**EXERCISE BRIEF:** Write each entry again exactly as shown, but without the images it holds.

**SOURCE DATA:**
________

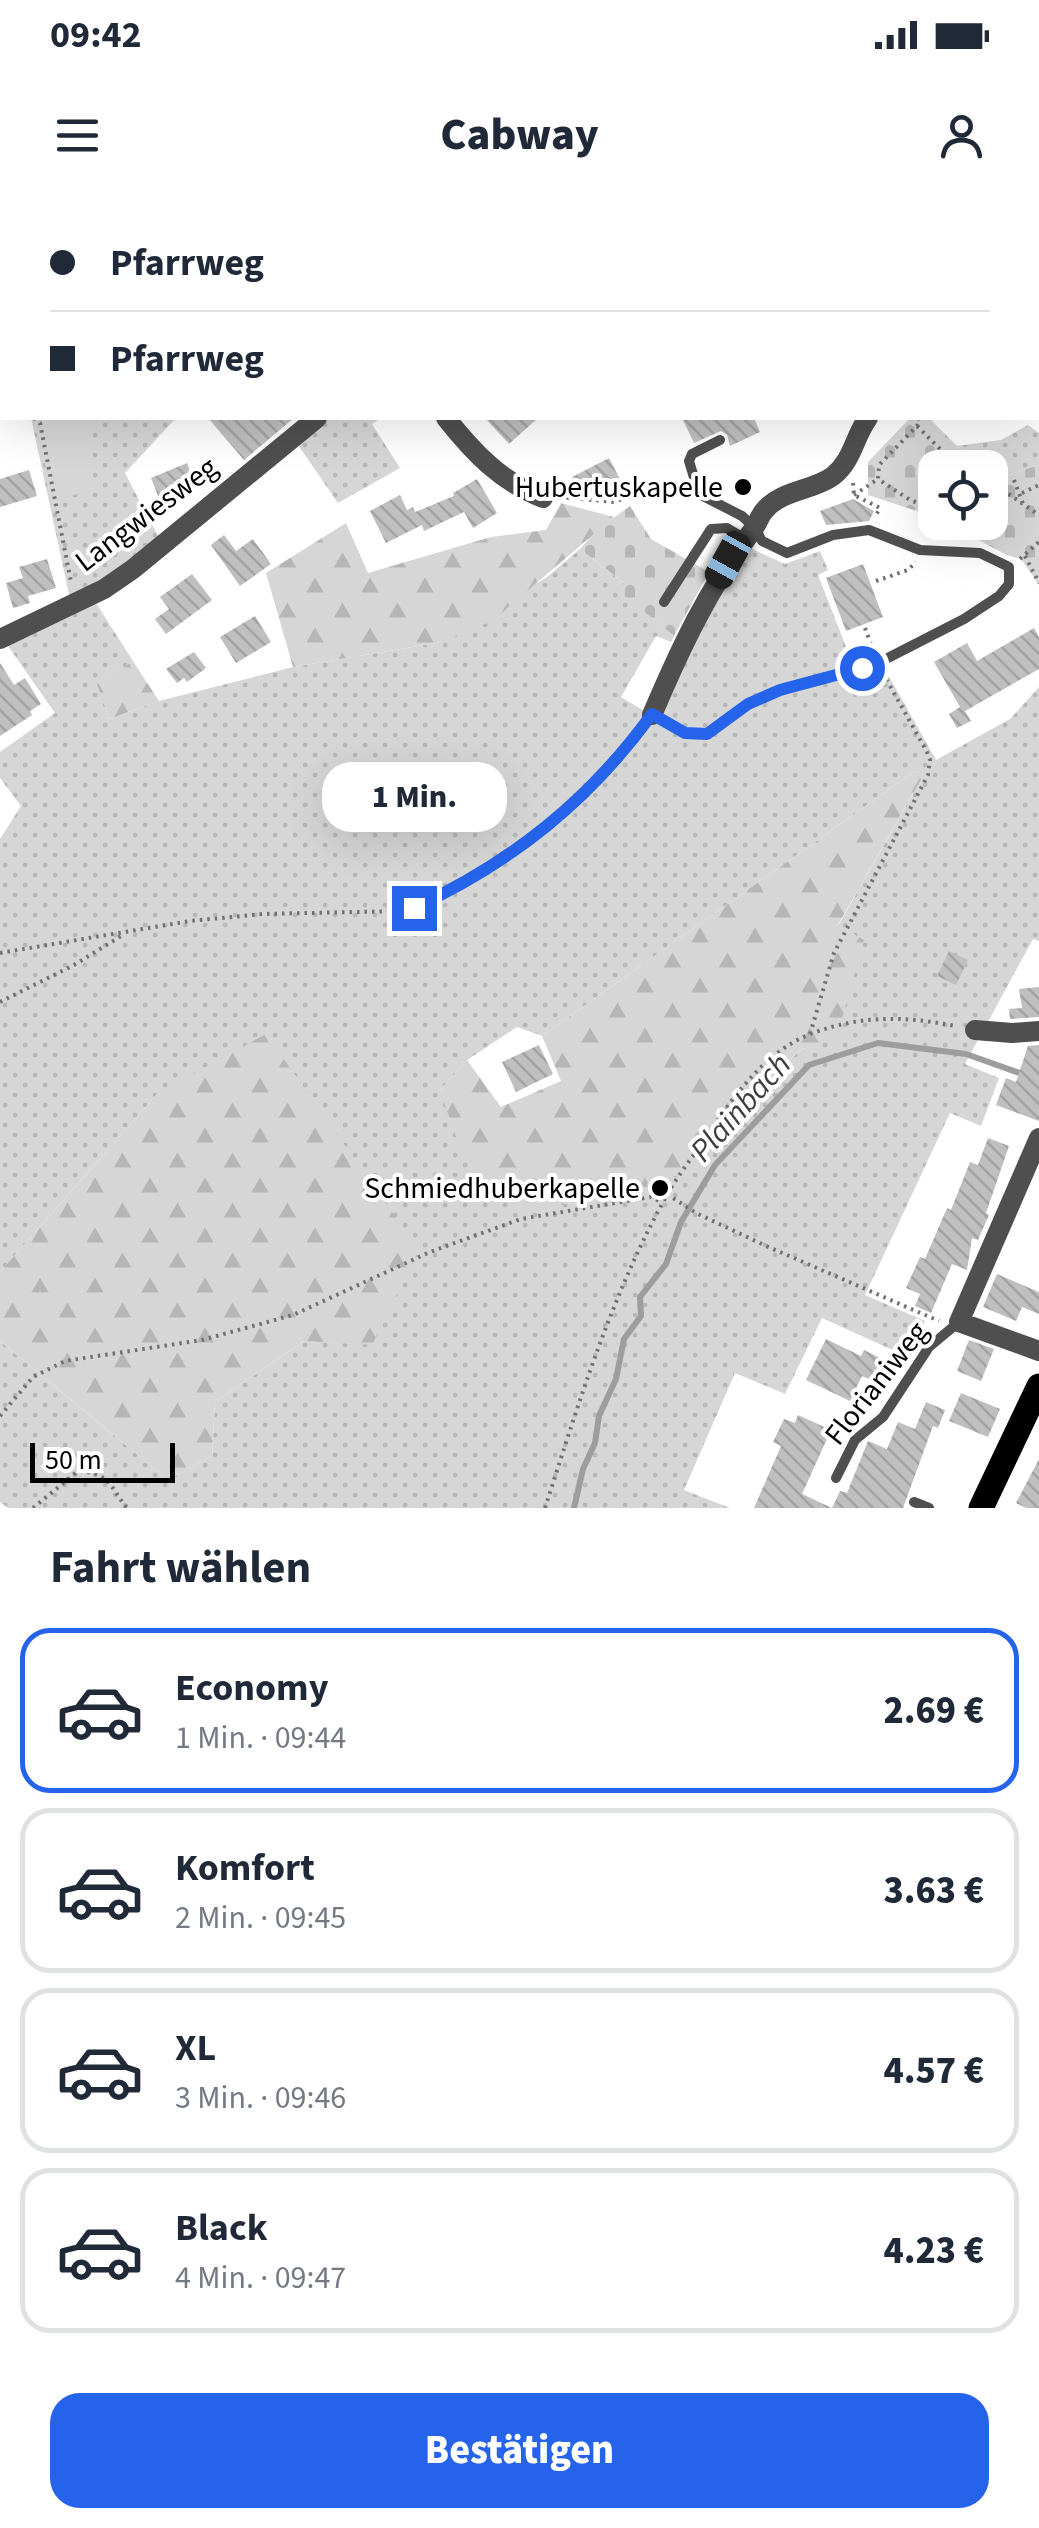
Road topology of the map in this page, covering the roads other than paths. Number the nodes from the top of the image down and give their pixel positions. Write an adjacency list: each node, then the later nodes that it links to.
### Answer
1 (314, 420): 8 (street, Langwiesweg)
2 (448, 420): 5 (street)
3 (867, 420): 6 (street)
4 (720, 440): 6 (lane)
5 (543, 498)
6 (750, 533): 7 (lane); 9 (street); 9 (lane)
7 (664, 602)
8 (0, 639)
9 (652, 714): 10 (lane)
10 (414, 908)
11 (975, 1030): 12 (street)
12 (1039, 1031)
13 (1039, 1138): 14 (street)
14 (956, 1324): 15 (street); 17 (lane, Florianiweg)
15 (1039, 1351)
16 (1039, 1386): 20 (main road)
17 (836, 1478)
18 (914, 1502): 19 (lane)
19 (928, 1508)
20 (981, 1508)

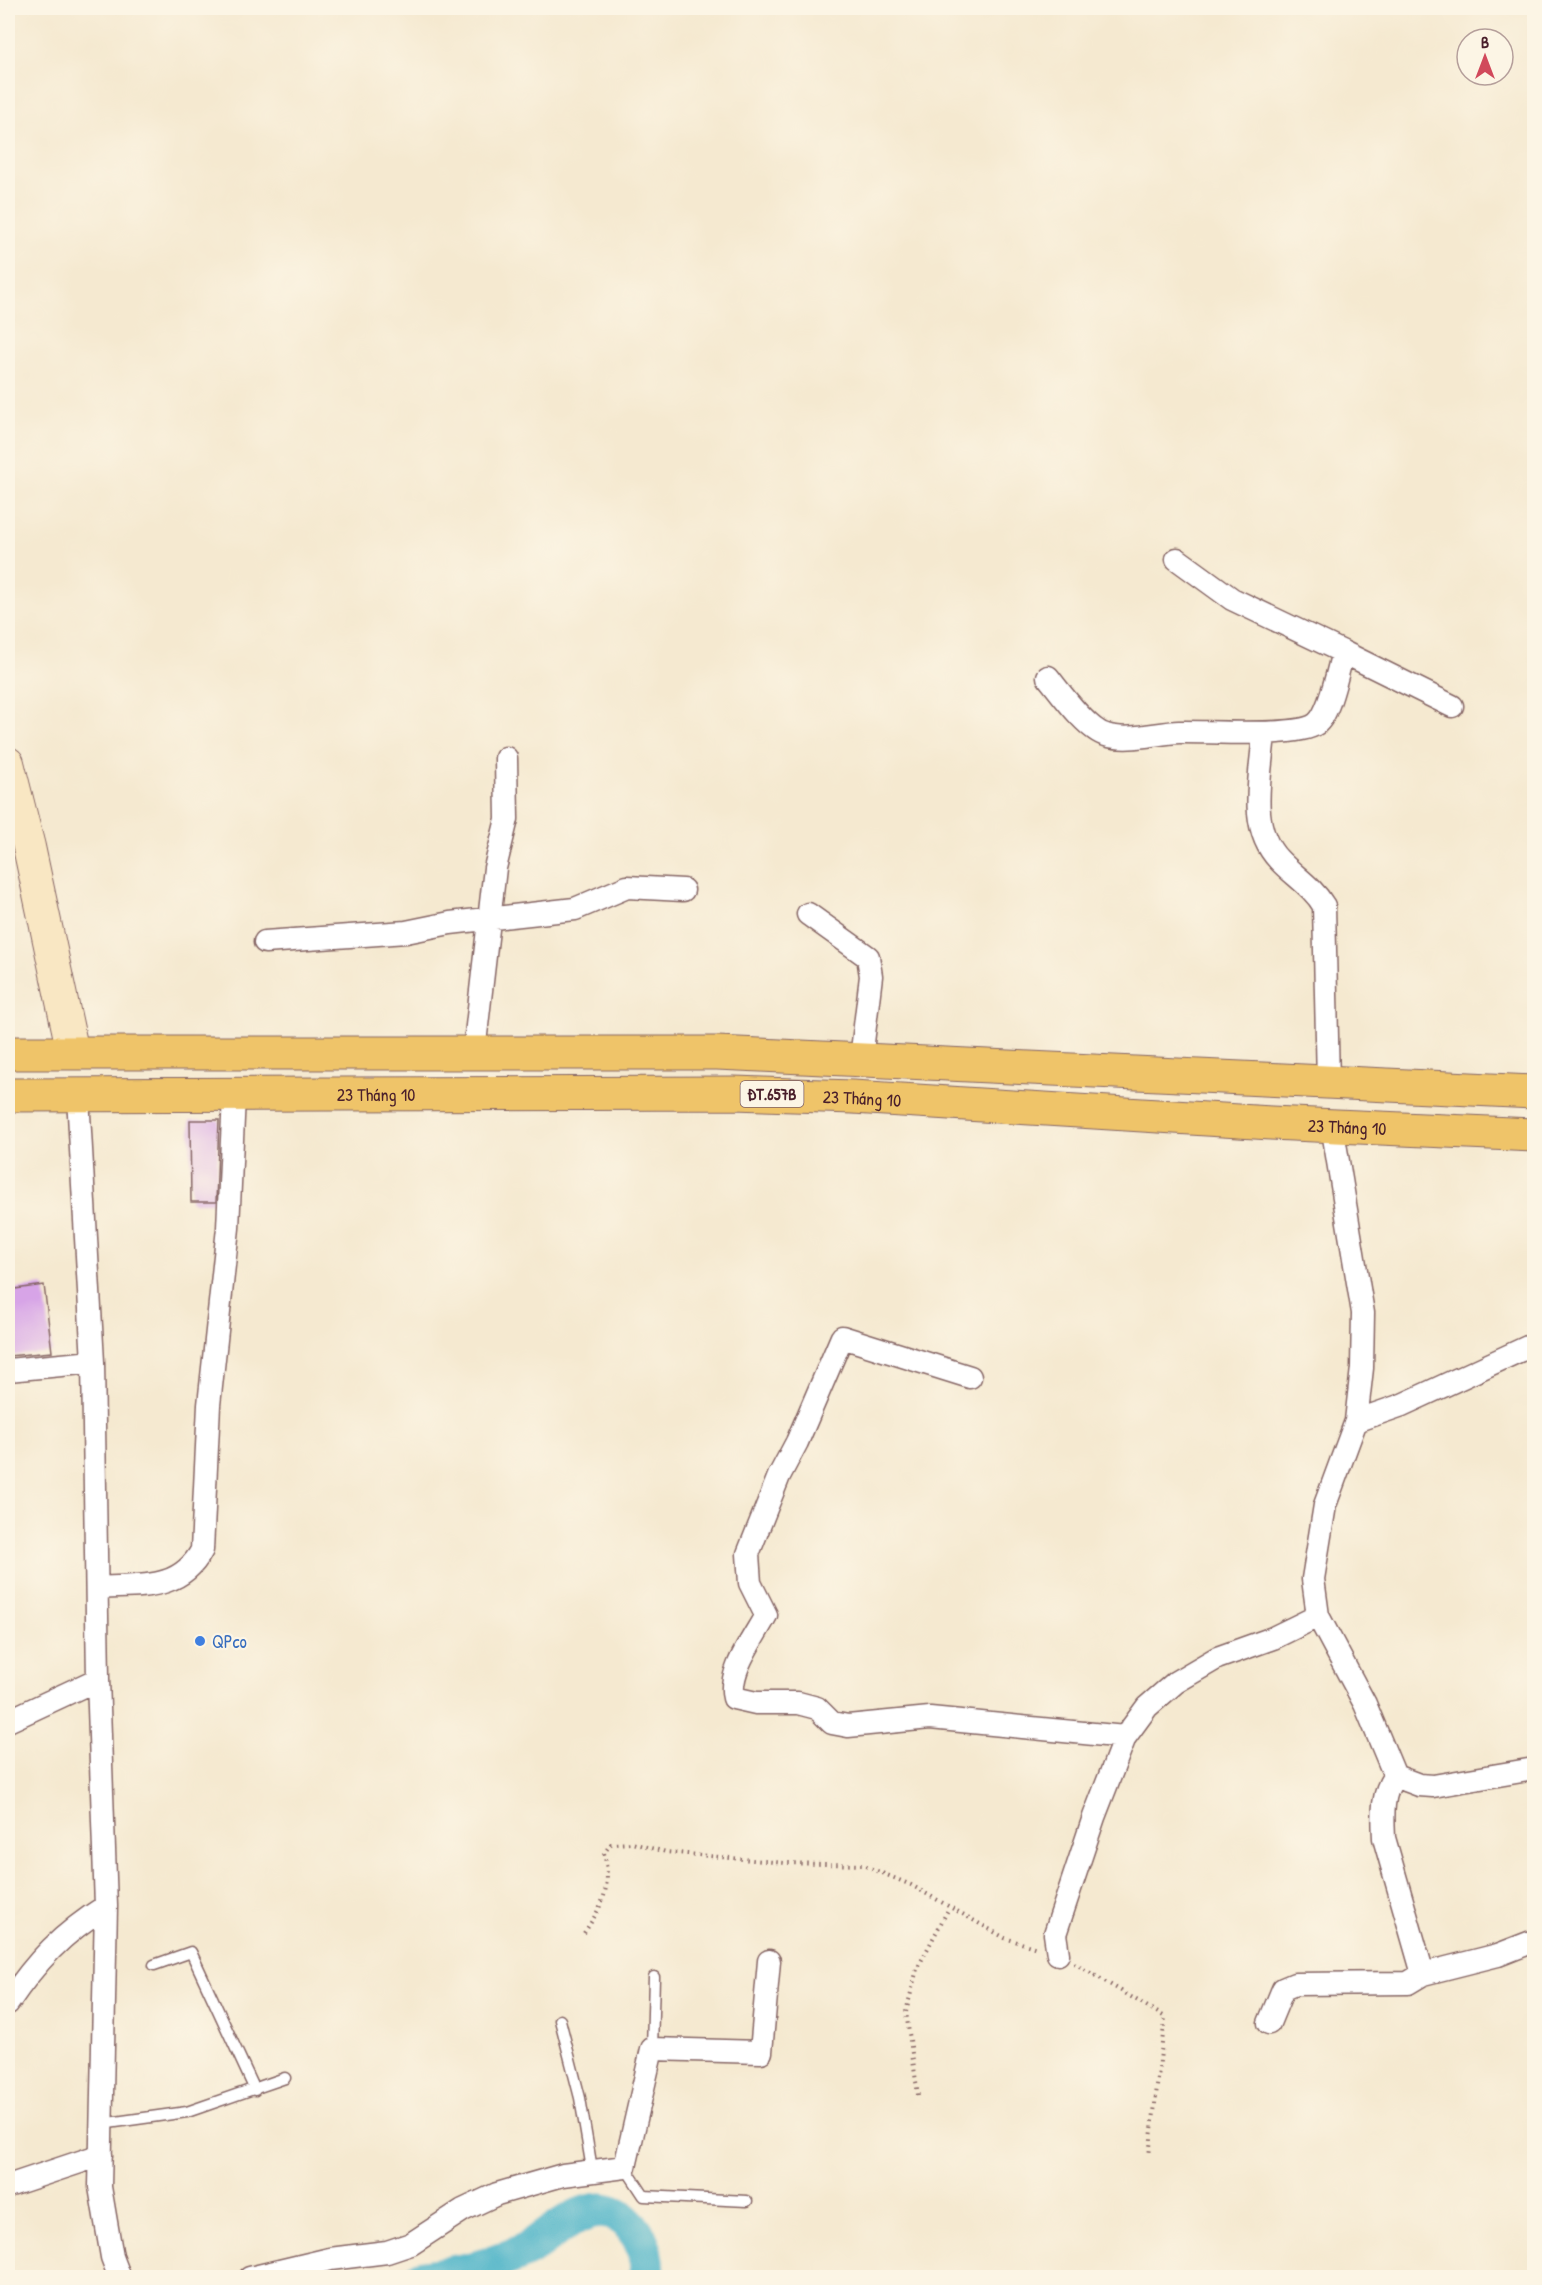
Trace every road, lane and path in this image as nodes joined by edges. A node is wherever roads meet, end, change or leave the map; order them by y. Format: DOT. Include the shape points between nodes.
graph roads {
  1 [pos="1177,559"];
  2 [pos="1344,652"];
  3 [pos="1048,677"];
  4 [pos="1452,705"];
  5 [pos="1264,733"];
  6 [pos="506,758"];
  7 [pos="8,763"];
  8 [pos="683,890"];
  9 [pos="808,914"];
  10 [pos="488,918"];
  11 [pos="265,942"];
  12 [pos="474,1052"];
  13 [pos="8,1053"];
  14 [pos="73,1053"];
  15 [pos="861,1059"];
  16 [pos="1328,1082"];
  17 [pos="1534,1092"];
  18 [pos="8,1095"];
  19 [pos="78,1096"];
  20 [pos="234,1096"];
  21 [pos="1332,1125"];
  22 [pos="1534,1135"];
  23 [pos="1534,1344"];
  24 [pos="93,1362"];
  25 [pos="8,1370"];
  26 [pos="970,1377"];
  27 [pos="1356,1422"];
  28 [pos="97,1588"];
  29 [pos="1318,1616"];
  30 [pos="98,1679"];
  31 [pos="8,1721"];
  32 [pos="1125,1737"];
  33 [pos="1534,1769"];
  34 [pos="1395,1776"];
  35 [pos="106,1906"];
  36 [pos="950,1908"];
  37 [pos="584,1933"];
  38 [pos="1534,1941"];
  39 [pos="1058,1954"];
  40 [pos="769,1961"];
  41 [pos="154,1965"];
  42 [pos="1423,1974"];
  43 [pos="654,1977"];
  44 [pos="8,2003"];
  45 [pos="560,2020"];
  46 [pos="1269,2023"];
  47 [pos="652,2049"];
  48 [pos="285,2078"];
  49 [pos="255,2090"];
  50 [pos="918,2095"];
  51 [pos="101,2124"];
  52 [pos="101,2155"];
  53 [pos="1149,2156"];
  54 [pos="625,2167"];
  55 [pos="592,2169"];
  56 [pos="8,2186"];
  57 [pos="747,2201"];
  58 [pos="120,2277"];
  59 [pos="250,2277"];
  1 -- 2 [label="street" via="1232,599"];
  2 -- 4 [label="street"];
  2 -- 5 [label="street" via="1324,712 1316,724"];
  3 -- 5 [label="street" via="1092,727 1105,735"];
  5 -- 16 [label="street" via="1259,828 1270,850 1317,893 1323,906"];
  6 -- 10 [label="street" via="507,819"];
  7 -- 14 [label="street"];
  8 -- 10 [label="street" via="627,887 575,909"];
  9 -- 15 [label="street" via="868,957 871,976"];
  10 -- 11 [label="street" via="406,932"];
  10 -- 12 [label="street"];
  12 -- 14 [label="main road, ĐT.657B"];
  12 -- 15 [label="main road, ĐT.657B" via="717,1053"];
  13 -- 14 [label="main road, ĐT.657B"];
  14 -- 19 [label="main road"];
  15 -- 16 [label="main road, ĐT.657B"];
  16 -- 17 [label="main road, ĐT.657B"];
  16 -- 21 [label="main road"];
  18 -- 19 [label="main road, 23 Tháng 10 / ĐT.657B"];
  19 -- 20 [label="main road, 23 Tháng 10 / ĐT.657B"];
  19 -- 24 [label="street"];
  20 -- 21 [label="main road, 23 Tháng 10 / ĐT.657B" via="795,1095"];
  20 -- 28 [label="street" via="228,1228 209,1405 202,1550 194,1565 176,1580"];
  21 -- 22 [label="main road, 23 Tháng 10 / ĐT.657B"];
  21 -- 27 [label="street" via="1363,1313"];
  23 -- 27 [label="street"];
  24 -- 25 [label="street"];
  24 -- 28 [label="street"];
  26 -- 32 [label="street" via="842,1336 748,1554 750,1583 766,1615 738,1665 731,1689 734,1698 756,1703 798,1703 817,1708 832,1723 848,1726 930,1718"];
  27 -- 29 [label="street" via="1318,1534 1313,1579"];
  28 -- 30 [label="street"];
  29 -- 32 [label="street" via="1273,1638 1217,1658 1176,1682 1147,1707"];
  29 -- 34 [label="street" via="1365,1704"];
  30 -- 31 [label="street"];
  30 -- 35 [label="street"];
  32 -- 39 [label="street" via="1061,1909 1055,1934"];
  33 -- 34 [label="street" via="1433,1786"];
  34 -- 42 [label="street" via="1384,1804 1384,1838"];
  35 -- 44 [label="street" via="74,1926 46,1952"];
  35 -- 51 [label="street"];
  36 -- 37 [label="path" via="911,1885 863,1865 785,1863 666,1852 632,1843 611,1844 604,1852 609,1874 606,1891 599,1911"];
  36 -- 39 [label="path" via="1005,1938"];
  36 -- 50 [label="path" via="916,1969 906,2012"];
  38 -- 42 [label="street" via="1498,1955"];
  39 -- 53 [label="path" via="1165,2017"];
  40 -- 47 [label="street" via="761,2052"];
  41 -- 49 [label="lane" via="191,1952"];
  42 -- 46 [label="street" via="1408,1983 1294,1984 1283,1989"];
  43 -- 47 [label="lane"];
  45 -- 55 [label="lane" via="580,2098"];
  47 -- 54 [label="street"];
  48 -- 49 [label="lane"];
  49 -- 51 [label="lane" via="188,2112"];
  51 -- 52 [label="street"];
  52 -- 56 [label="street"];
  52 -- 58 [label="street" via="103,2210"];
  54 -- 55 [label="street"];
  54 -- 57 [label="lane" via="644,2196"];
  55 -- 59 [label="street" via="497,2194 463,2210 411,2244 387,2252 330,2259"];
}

________

**SOLUTION TO THIS TASK:**
Road topology of the map in this page, covering the roads other than paths. Number the nodes from the top of the image down and give their pixel positions. Write an adjacency list: each node, then the later nodes that it links to.
### Answer
1 (314, 420): 8 (street, Langwiesweg)
2 (448, 420): 5 (street)
3 (867, 420): 6 (street)
4 (720, 440): 6 (lane)
5 (543, 498)
6 (750, 533): 7 (lane); 9 (street); 9 (lane)
7 (664, 602)
8 (0, 639)
9 (652, 714): 10 (lane)
10 (414, 908)
11 (975, 1030): 12 (street)
12 (1039, 1031)
13 (1039, 1138): 14 (street)
14 (956, 1324): 15 (street); 17 (lane, Florianiweg)
15 (1039, 1351)
16 (1039, 1386): 20 (main road)
17 (836, 1478)
18 (914, 1502): 19 (lane)
19 (928, 1508)
20 (981, 1508)

Trace every road, lane and path in this image as nodes joined by edges. A node is wherever roads meet, end, change or leave the map; order them by y. Format: DOT. Include the shape points between nodes.
graph roads {
  1 [pos="1177,559"];
  2 [pos="1344,652"];
  3 [pos="1048,677"];
  4 [pos="1452,705"];
  5 [pos="1264,733"];
  6 [pos="506,758"];
  7 [pos="8,763"];
  8 [pos="683,890"];
  9 [pos="808,914"];
  10 [pos="488,918"];
  11 [pos="265,942"];
  12 [pos="474,1052"];
  13 [pos="8,1053"];
  14 [pos="73,1053"];
  15 [pos="861,1059"];
  16 [pos="1328,1082"];
  17 [pos="1534,1092"];
  18 [pos="8,1095"];
  19 [pos="78,1096"];
  20 [pos="234,1096"];
  21 [pos="1332,1125"];
  22 [pos="1534,1135"];
  23 [pos="1534,1344"];
  24 [pos="93,1362"];
  25 [pos="8,1370"];
  26 [pos="970,1377"];
  27 [pos="1356,1422"];
  28 [pos="97,1588"];
  29 [pos="1318,1616"];
  30 [pos="98,1679"];
  31 [pos="8,1721"];
  32 [pos="1125,1737"];
  33 [pos="1534,1769"];
  34 [pos="1395,1776"];
  35 [pos="106,1906"];
  36 [pos="950,1908"];
  37 [pos="584,1933"];
  38 [pos="1534,1941"];
  39 [pos="1058,1954"];
  40 [pos="769,1961"];
  41 [pos="154,1965"];
  42 [pos="1423,1974"];
  43 [pos="654,1977"];
  44 [pos="8,2003"];
  45 [pos="560,2020"];
  46 [pos="1269,2023"];
  47 [pos="652,2049"];
  48 [pos="285,2078"];
  49 [pos="255,2090"];
  50 [pos="918,2095"];
  51 [pos="101,2124"];
  52 [pos="101,2155"];
  53 [pos="1149,2156"];
  54 [pos="625,2167"];
  55 [pos="592,2169"];
  56 [pos="8,2186"];
  57 [pos="747,2201"];
  58 [pos="120,2277"];
  59 [pos="250,2277"];
  1 -- 2 [label="street" via="1232,599"];
  2 -- 4 [label="street"];
  2 -- 5 [label="street" via="1324,712 1316,724"];
  3 -- 5 [label="street" via="1092,727 1105,735"];
  5 -- 16 [label="street" via="1259,828 1270,850 1317,893 1323,906"];
  6 -- 10 [label="street" via="507,819"];
  7 -- 14 [label="street"];
  8 -- 10 [label="street" via="627,887 575,909"];
  9 -- 15 [label="street" via="868,957 871,976"];
  10 -- 11 [label="street" via="406,932"];
  10 -- 12 [label="street"];
  12 -- 14 [label="main road, ĐT.657B"];
  12 -- 15 [label="main road, ĐT.657B" via="717,1053"];
  13 -- 14 [label="main road, ĐT.657B"];
  14 -- 19 [label="main road"];
  15 -- 16 [label="main road, ĐT.657B"];
  16 -- 17 [label="main road, ĐT.657B"];
  16 -- 21 [label="main road"];
  18 -- 19 [label="main road, 23 Tháng 10 / ĐT.657B"];
  19 -- 20 [label="main road, 23 Tháng 10 / ĐT.657B"];
  19 -- 24 [label="street"];
  20 -- 21 [label="main road, 23 Tháng 10 / ĐT.657B" via="795,1095"];
  20 -- 28 [label="street" via="228,1228 209,1405 202,1550 194,1565 176,1580"];
  21 -- 22 [label="main road, 23 Tháng 10 / ĐT.657B"];
  21 -- 27 [label="street" via="1363,1313"];
  23 -- 27 [label="street"];
  24 -- 25 [label="street"];
  24 -- 28 [label="street"];
  26 -- 32 [label="street" via="842,1336 748,1554 750,1583 766,1615 738,1665 731,1689 734,1698 756,1703 798,1703 817,1708 832,1723 848,1726 930,1718"];
  27 -- 29 [label="street" via="1318,1534 1313,1579"];
  28 -- 30 [label="street"];
  29 -- 32 [label="street" via="1273,1638 1217,1658 1176,1682 1147,1707"];
  29 -- 34 [label="street" via="1365,1704"];
  30 -- 31 [label="street"];
  30 -- 35 [label="street"];
  32 -- 39 [label="street" via="1061,1909 1055,1934"];
  33 -- 34 [label="street" via="1433,1786"];
  34 -- 42 [label="street" via="1384,1804 1384,1838"];
  35 -- 44 [label="street" via="74,1926 46,1952"];
  35 -- 51 [label="street"];
  36 -- 37 [label="path" via="911,1885 863,1865 785,1863 666,1852 632,1843 611,1844 604,1852 609,1874 606,1891 599,1911"];
  36 -- 39 [label="path" via="1005,1938"];
  36 -- 50 [label="path" via="916,1969 906,2012"];
  38 -- 42 [label="street" via="1498,1955"];
  39 -- 53 [label="path" via="1165,2017"];
  40 -- 47 [label="street" via="761,2052"];
  41 -- 49 [label="lane" via="191,1952"];
  42 -- 46 [label="street" via="1408,1983 1294,1984 1283,1989"];
  43 -- 47 [label="lane"];
  45 -- 55 [label="lane" via="580,2098"];
  47 -- 54 [label="street"];
  48 -- 49 [label="lane"];
  49 -- 51 [label="lane" via="188,2112"];
  51 -- 52 [label="street"];
  52 -- 56 [label="street"];
  52 -- 58 [label="street" via="103,2210"];
  54 -- 55 [label="street"];
  54 -- 57 [label="lane" via="644,2196"];
  55 -- 59 [label="street" via="497,2194 463,2210 411,2244 387,2252 330,2259"];
}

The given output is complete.